Art is often an access point. Connecting us despite of, and because of, our differences. Engaging even the most cynical among us. Throughout the ages, artists have used canvas to create social and political change. Artists have used prose to record memories, resist oppression and inspire revolutions. Artists have danced for freedom and awakened us to the realities of racial injustice. There is redemptive power in the voice of the artist.

My father (whose image is on the scarf next to my white, Jewish mother) was on the first bus that arrived in Jackson, MS on May 24, 1961. The “colored only” sign is reminiscent of Jim Crow laws that mandated the segregation of public schools, public places, and public transportation, and the segregation of restrooms, restaurants, and drinking fountains for whites and blacks. Facilities for Black people were consistently inferior and underfunded, compared to the facilities for white Americans; sometimes there were no Black facilities.

My father, James Bevel initiated, strategized, directed, and developed SCLC's three major successes of the Civil Rights era: the 1963 Birmingham Children's Crusade, the 1965 Selma voting rights movement, and the 1966 Chicago open housing movement. Grammy and Academy award-winning artist, Common portrays my father in the critically acclaimed film, Selma.

My father is also perpetrator of my incest.

Jim Crow:

My father:

Incest trial: Carpenter, L. (2008, May 25). A Father’s Shadow: He was a hero of the civil rights movement, but he was something else too—A man who preyed on his daughters. Washington Post, p. W16, accessed 4 November 2020 from

Critical Thinking

  • What can we learn from Chevara’s story about intergenerational trauma? The impacts of harm continue, whether those traumas relate to any part of our identities, we see in this story how ‘hurt people, hurt people’.

  • Previously, we discussed diunital logic. How can this be applied to Chevara’s relationship with her father? She can appreciate that her father was an important part of the civil rights movement and also that he hurt her and his other daughters.

  • ‘I don’t need him to see me as his mother or sister or daughter. I need him to see me as human’. What does this line say to you about cultural safety?

Making It Local

What examples, if any, can you identify from your internships, placements, or experiences at health services of possible systemic bias or institutional racism?
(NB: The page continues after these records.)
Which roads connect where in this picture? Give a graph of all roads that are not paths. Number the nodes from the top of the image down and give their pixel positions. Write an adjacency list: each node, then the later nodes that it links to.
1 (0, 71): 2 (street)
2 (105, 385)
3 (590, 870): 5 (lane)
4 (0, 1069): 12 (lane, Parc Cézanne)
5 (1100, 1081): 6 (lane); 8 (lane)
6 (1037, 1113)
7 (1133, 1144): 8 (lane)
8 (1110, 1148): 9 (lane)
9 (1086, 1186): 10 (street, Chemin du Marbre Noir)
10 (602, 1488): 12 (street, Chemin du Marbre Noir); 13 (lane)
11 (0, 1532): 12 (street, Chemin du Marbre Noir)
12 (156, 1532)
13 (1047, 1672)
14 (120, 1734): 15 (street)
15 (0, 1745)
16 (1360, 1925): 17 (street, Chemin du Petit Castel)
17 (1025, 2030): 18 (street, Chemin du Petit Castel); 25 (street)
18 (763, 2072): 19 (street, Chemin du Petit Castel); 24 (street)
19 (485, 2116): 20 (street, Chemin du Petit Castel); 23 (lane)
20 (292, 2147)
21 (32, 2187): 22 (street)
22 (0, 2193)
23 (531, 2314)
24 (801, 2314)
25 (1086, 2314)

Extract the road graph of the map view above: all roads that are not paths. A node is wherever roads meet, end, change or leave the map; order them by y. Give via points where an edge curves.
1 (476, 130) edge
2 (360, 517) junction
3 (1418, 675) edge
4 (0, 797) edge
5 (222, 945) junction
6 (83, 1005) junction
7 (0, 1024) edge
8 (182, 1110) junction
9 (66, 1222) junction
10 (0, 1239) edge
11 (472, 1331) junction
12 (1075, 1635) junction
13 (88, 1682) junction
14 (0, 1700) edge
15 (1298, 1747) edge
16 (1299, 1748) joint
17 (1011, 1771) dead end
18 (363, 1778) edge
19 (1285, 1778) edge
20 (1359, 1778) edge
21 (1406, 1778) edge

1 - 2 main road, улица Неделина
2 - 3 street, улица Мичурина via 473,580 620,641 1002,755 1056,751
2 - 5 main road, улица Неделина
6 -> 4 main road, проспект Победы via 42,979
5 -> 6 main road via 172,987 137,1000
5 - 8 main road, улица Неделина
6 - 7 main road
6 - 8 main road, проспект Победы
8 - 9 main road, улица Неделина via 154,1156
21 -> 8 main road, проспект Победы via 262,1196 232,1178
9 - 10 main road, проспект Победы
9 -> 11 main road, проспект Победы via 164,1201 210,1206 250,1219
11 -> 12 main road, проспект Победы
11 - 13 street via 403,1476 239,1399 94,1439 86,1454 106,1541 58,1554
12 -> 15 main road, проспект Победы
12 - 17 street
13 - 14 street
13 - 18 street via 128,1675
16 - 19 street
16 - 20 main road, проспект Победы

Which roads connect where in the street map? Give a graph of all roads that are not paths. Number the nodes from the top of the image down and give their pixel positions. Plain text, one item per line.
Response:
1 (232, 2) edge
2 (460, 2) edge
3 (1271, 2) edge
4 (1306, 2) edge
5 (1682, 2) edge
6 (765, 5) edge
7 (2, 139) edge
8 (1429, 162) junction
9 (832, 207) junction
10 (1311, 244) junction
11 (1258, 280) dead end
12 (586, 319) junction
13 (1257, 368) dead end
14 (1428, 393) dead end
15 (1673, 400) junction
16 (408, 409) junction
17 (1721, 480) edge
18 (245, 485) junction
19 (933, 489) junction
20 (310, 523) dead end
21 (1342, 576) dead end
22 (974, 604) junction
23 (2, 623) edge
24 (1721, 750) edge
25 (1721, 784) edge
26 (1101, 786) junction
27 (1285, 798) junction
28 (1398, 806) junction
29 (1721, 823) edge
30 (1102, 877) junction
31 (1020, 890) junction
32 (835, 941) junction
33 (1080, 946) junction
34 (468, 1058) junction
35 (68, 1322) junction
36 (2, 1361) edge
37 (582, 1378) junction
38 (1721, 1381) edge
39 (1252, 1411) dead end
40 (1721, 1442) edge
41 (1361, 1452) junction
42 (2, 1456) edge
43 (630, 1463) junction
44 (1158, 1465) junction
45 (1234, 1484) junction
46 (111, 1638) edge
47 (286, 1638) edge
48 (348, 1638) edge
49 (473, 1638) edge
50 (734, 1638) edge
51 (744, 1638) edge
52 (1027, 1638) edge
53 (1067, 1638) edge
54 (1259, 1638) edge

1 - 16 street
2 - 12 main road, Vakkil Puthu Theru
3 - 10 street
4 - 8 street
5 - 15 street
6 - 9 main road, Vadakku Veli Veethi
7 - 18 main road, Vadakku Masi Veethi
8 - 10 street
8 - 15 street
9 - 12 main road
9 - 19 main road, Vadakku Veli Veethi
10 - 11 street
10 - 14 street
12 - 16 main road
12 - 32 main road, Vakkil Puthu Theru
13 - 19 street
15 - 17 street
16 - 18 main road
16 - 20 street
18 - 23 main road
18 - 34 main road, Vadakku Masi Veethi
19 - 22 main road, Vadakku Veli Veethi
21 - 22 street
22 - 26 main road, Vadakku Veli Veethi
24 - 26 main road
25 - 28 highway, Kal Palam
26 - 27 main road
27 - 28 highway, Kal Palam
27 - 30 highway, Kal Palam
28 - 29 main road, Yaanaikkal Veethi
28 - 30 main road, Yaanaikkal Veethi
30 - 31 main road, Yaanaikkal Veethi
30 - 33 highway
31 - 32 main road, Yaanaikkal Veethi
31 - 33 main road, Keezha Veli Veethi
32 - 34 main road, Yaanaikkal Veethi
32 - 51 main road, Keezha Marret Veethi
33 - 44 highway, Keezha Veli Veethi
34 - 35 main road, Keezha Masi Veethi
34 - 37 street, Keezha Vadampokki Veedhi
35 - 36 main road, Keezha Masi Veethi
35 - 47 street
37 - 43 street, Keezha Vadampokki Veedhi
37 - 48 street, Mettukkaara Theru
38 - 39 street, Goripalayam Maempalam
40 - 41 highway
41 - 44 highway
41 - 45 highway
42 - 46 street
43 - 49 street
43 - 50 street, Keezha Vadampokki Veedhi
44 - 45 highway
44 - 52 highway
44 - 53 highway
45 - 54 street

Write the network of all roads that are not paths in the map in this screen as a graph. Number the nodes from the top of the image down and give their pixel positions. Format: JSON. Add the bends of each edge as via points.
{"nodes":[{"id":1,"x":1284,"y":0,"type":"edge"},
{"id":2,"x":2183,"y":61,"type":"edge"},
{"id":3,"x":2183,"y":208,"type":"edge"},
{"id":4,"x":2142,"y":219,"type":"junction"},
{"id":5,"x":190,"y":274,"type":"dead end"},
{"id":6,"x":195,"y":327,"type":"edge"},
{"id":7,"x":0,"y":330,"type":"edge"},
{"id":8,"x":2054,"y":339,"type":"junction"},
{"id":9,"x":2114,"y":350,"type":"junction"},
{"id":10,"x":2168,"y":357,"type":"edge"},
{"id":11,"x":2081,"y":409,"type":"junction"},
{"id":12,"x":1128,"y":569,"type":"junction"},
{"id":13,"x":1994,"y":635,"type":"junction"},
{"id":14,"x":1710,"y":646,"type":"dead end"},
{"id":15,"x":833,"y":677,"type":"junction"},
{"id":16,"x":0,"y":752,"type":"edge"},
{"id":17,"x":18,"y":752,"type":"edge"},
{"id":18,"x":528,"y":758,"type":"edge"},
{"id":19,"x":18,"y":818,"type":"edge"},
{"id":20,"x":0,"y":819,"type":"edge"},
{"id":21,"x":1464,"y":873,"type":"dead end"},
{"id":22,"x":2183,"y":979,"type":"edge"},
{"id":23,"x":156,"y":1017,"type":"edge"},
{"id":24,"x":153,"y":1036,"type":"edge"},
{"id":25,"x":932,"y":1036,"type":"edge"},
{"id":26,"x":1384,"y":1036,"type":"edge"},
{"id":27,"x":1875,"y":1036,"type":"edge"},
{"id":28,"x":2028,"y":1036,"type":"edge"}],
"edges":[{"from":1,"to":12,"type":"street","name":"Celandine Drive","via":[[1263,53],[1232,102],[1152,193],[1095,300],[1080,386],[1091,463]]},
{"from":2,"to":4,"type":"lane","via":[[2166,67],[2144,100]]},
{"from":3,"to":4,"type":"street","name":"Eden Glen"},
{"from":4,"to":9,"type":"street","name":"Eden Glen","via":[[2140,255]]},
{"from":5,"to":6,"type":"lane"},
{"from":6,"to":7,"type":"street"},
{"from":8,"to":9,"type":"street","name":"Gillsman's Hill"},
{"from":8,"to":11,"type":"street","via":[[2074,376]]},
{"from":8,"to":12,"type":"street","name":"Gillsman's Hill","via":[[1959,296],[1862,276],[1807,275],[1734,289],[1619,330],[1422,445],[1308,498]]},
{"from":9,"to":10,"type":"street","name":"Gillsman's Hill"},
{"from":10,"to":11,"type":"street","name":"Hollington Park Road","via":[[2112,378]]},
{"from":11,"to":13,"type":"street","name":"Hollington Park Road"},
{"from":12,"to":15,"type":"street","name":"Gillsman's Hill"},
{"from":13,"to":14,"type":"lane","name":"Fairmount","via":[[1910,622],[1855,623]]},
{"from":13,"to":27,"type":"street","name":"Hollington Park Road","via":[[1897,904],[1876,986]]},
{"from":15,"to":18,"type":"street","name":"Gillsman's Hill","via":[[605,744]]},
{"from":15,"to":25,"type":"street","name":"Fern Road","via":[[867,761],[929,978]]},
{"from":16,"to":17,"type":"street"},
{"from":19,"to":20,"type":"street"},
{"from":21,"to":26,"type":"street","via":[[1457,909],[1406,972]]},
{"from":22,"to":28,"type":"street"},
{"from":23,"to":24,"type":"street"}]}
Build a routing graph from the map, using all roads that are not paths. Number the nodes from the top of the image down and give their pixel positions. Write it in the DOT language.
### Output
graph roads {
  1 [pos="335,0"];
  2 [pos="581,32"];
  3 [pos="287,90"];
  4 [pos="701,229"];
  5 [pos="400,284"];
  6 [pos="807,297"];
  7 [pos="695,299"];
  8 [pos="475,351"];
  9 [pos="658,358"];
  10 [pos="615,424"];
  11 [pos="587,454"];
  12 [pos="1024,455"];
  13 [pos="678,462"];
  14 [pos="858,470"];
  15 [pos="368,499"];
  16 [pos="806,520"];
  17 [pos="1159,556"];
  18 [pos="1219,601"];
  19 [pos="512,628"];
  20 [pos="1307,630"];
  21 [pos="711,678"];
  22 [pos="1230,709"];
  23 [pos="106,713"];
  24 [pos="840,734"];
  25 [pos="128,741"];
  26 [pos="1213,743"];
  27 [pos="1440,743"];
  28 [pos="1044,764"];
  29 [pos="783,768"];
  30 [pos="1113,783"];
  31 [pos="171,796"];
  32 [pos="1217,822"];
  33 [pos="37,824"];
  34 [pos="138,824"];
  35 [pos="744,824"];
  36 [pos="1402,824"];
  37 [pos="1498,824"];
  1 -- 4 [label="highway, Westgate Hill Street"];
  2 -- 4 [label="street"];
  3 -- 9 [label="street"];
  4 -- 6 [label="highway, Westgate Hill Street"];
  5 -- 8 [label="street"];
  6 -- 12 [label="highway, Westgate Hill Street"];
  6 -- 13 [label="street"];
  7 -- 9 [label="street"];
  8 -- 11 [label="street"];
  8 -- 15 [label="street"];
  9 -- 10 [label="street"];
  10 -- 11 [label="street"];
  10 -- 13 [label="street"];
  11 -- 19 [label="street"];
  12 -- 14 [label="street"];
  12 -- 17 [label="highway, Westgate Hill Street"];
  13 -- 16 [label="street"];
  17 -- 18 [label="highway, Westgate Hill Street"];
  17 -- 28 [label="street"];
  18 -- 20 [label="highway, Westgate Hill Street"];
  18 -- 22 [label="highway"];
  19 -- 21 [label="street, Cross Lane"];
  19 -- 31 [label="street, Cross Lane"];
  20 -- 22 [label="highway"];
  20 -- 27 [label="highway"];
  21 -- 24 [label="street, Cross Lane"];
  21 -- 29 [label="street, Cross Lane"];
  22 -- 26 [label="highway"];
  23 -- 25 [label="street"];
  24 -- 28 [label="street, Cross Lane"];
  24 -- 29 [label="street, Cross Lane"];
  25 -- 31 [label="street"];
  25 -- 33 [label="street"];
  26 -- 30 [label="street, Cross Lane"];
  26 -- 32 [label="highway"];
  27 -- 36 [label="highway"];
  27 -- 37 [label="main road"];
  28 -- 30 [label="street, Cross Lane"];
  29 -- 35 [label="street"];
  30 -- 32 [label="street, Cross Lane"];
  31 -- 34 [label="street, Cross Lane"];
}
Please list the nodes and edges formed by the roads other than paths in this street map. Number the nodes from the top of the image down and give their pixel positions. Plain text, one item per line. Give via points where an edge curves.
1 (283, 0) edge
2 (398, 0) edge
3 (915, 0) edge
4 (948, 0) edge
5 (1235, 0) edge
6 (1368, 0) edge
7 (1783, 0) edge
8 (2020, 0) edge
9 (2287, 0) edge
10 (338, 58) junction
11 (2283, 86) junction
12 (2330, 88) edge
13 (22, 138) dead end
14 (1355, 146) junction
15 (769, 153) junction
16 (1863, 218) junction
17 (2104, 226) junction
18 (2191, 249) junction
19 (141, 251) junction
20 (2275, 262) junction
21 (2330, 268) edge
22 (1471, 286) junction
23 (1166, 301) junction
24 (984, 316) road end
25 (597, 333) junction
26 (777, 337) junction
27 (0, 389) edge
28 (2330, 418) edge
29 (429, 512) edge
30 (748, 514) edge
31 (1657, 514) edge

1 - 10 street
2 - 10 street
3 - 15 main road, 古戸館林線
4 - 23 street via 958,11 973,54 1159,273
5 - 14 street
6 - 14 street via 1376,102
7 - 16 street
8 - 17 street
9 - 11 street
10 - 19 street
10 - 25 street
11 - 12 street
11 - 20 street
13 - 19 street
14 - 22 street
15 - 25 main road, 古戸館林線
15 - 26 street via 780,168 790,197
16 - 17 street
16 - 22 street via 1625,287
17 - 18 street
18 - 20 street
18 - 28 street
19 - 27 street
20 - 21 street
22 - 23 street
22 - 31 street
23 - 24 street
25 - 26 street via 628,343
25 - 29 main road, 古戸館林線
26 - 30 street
What, if any, racial tensions or issues are current in the areas where you live or work? You might find these in your local newspaper.

Conclusion

We have explored how to examine the impact of dominant cultures on non-dominant cultures and how we might diminish any potential harm that results. Cultural safety requires professionals to examine any taken-for-granted place of privilege and the realities of racism and discrimination in order to challenge these in professional practice. Health and human services professionals can only hope to play a role in closing the gaps in the health and social outcomes by considering all determinants of health: biological, psychological, social, political, spiritual, and cultural.